I arrived in Beijing for my internship here with CPG five days ago with a relatively small arsenal of “street smarts”. I speak one Chinese word (ni hao) and also have no inherent “mental compass” that some people seem to possess. This makes getting lost a regular occurrence to me.
After a few days of getting orientated to the city, it was time for me to start my internship. I knew the building was quite far from my apartment in the Shuangjing district, but I didn’t have an exact location. I knew that I would need to take the subway seven stops, and then take a bus heading northeast for about 2 miles or so. I woke up early that morning and equipped myself with a city map, a subway map, and most importantly, a positive attitude.

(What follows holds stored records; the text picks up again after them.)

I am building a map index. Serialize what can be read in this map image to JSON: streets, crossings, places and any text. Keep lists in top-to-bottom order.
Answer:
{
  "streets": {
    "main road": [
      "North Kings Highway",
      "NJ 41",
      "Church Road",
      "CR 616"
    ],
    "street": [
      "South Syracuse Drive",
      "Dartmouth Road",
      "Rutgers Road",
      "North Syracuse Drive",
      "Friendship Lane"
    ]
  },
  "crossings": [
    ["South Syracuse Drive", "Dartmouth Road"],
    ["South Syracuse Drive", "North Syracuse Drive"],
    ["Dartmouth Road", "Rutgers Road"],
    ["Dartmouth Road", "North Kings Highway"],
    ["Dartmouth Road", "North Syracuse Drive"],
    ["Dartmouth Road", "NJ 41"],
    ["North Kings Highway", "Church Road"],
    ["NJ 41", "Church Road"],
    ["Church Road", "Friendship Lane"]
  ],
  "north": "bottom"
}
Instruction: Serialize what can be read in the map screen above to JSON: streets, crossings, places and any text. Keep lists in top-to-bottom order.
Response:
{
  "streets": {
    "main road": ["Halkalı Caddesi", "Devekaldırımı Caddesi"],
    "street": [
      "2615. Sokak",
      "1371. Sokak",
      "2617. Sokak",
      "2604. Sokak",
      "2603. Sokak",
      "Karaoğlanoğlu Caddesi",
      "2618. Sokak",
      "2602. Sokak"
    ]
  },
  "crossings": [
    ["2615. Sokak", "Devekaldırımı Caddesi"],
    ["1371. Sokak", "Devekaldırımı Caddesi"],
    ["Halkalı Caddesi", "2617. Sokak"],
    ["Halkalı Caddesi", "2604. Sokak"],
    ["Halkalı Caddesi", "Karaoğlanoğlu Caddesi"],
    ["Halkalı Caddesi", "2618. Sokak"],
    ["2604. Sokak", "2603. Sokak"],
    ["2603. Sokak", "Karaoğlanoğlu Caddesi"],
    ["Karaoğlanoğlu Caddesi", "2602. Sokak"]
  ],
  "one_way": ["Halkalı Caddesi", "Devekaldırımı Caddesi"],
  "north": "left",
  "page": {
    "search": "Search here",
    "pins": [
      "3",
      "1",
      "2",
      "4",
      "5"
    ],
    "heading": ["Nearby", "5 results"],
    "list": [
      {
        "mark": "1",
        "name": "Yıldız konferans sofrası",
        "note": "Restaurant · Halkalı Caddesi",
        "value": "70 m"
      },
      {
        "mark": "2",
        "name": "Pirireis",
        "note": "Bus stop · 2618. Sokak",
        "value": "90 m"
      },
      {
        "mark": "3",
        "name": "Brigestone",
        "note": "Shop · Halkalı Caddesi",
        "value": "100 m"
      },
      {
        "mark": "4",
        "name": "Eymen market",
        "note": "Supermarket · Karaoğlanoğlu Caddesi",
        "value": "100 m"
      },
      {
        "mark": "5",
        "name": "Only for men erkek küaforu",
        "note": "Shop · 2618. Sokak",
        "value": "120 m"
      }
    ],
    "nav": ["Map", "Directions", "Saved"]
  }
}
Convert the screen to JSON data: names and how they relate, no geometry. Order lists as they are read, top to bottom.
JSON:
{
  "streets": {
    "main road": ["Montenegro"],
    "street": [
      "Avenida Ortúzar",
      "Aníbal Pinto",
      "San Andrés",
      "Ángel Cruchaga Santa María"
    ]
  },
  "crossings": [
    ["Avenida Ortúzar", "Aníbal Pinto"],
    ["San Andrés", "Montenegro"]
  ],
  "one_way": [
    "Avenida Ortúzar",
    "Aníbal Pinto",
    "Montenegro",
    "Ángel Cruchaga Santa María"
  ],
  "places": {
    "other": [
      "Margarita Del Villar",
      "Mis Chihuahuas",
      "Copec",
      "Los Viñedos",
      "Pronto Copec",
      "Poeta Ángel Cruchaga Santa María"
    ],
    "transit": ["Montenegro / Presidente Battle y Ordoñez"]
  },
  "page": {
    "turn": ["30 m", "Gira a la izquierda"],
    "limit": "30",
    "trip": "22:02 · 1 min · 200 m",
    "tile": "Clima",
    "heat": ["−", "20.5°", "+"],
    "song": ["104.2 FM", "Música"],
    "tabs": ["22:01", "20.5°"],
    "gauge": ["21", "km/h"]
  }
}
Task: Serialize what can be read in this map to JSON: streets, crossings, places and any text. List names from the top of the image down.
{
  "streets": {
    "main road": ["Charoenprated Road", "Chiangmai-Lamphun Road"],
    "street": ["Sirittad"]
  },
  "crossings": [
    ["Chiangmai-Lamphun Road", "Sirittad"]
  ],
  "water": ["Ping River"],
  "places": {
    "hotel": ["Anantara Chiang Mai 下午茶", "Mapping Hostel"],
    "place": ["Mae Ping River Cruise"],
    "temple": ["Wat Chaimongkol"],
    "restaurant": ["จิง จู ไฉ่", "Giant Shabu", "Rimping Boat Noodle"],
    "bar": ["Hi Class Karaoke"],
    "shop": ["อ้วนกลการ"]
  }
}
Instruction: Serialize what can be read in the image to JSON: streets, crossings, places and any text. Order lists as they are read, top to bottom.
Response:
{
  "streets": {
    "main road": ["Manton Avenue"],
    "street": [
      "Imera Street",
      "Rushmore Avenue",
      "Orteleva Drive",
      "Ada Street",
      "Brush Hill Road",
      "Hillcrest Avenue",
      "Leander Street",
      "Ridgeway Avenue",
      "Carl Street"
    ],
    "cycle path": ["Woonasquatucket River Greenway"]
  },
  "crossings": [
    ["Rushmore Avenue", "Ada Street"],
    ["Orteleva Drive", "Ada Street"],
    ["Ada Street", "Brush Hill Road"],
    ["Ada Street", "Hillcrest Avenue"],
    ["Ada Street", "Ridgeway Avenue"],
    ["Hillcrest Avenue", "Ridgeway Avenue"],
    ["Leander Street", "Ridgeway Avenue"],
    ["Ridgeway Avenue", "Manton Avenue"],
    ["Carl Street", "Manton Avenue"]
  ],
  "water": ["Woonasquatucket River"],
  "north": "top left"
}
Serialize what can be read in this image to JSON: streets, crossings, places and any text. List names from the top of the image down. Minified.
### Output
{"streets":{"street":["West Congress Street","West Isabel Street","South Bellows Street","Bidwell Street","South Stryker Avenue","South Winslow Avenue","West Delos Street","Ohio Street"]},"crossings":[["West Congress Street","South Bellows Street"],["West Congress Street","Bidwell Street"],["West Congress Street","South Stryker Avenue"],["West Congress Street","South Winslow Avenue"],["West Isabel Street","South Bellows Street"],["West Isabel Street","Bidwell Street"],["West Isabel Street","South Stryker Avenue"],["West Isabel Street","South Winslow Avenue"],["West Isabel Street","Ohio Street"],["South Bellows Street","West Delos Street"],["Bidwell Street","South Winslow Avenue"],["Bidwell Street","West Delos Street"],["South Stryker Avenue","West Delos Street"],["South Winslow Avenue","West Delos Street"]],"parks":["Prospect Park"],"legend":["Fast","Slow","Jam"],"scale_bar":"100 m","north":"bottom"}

I walked to Shuangjing station, and anxiously waited outside the doors. A subway worker came over to me and said something to me in Mandarin, which I answered with a puzzled gaze. She then moved her arms in a shoving motion towards me. Confused, I looked around and noticed that everyone else is standing in an orderly line outside the doors. I gave the lady a whimsical smirk and she did the same right after I conformed to line structure. Although I didn’t say a single word, she knew that I was embarrassed because I didn’t know how to stand in a line, but also very thankful that she corrected me. I proceeded to get on the crowded subway and counted seven stops.
I got off the Subway at Sanyuanqiao, and exited the station. When I got outside, nothing looked familiar to what I had seen on Google maps the night before. My map and subsequent travel plan was rendered useless. My saving grace was a business card with my destination written in Chinese characters on the back.
After finally managing to snag a taxi, I greeted the driver with a nearly incoherent “ni hao” and gave him the card. He spoke to me, but I gave him a quizzical look, and pointed at the Chinese characters on the card. At this point, he knew the language barrier existed, and we would resort to our non-verbal communication skill set. He nodded and let out an “ahhhh” to let me know he knew the location. We arrived at the building, and I paid for the ride.
I entered and noticed the menu was in English, which enabled me to peruse the menu and settle on ordering milk tea. When it was my turn to order, I pointed to the large milk tea. The lady then said something in Mandarin, which I answered with my usual lost puppy look.
She then crossed her arms and acted like she was shivering. This was her way of asking if I wanted the tea hot or cold. I shook my head no, and gave her a big smile to commend her on her creativity. She smiled back and laughed; basically, her way of accepting the compliment. I drank the tea and headed to work right on time. Getting home is a whole other story.